En quoi le merveilleux nervalien transforme-t-il l’expérience de la folie en quête mystique ?

Dans Aurélia, Gérard de Nerval révolutionne la conception du merveilleux en transformant l’expérience pathologique, c’est-à-dire les épisodes de crises de folie en révélations spirituelles. Cette œuvre posthume, publiée en 1855, constitue, en effet, le récit d’une « descente aux enfers » qui devient paradoxalement une ascension mystique. Le narrateur, double de Nerval lui-même, traverse des états de conscience altérés qu’il refuse de qualifier de « maladie », affirmant au contraire : « jamais je ne me suis senti mieux portant ».

Ainsi, le merveilleux nervalien se caractérise par ce qu’il nomme « l’épanchement du songe dans la vie réelle ». Cette formule révèle la spécificité de son approche : il ne s’agit plus d’opposer rêve et réalité, mais de décrire leur interpénétration progressive. Les visions du narrateur – rencontres avec des doubles, voyages dans des mondes parallèles, révélations cosmiques – ne sont pas présentées comme des hallucinations, mais comme des perceptions d’une réalité plus profonde. Aussi cette approche anticipe-t-elle les découvertes de la psychanalyse sur l’inconscient.
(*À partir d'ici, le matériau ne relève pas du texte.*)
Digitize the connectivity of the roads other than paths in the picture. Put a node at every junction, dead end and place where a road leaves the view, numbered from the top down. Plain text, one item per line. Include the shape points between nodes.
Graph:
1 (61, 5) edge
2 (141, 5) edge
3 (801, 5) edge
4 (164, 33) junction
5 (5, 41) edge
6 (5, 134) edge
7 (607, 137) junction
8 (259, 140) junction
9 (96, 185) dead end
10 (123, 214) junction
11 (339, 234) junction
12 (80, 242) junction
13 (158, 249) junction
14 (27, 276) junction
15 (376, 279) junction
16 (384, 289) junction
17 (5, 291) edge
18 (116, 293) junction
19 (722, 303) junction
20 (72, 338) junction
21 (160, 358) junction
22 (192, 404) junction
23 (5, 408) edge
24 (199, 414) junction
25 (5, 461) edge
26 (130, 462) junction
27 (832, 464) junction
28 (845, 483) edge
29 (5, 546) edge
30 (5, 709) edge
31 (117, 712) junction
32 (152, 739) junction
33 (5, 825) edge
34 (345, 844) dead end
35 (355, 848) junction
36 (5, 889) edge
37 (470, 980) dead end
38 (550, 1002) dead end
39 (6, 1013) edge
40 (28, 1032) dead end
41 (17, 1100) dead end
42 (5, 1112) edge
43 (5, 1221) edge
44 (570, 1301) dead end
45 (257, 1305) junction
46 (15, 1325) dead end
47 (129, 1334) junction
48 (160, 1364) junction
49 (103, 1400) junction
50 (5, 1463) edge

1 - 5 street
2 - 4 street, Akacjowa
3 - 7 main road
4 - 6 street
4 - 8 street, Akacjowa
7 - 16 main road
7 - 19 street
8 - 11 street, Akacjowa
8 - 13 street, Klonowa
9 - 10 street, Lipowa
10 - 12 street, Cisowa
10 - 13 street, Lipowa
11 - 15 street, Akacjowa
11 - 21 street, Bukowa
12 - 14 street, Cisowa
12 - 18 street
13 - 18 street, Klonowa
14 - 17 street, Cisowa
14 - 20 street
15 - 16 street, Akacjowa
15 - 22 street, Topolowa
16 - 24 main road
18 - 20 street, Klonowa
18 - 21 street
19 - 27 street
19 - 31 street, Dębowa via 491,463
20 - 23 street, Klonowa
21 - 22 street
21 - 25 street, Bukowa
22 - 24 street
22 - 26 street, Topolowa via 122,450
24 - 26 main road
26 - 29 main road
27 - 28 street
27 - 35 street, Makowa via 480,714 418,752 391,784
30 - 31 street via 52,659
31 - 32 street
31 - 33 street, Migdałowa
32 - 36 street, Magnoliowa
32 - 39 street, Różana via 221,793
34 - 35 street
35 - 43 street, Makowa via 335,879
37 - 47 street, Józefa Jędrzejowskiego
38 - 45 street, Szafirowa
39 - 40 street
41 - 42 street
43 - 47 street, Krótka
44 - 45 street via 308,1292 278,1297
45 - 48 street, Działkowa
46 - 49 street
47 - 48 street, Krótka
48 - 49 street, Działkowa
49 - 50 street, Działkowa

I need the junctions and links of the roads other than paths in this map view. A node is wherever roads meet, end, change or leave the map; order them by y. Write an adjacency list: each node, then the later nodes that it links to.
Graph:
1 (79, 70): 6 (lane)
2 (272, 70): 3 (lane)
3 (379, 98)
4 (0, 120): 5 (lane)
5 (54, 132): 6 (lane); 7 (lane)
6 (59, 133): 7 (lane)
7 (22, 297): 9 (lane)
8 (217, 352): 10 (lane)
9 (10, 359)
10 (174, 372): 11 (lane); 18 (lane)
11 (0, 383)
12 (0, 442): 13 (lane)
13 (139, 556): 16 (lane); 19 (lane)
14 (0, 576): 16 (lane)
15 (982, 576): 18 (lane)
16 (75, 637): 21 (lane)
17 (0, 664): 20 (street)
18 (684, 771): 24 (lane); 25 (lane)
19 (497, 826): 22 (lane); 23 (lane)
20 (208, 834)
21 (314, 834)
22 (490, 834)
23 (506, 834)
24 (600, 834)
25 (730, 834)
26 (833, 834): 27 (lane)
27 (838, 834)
En outre, l’influence des traditions ésotériques structure le récit. Nerval convoque, en effet, explicitement Dante, Apulée et Swedenborg comme modèles. La descente aux enfers devient, dès lors, un parcours initiatique où chaque vision révèle un aspect caché de l’univers. La figure d’Aurélia elle-même incarne cette dimension mystique : elle n’est plus seulement la femme aimée, mais devient, dans la révélation finale, l’incarnation du féminin éternel : « Je suis la même que Marie, la même que ta mère, la même aussi que sous toutes les formes tu as toujours aimée. »

Ainsi, cette transformation du délire en gnose fait d’Aurélia une œuvre unique. Le merveilleux n’y est plus un simple ornement littéraire, mais il devient une méthode de connaissance, anticipant les explorations surréalistes de l’inconscient. L’originalité de Nerval réside dans cette capacité à maintenir une lucidité critique au cœur même de l’expérience visionnaire, créant ainsi un merveilleux moderne qui refuse de choisir entre raison et déraison.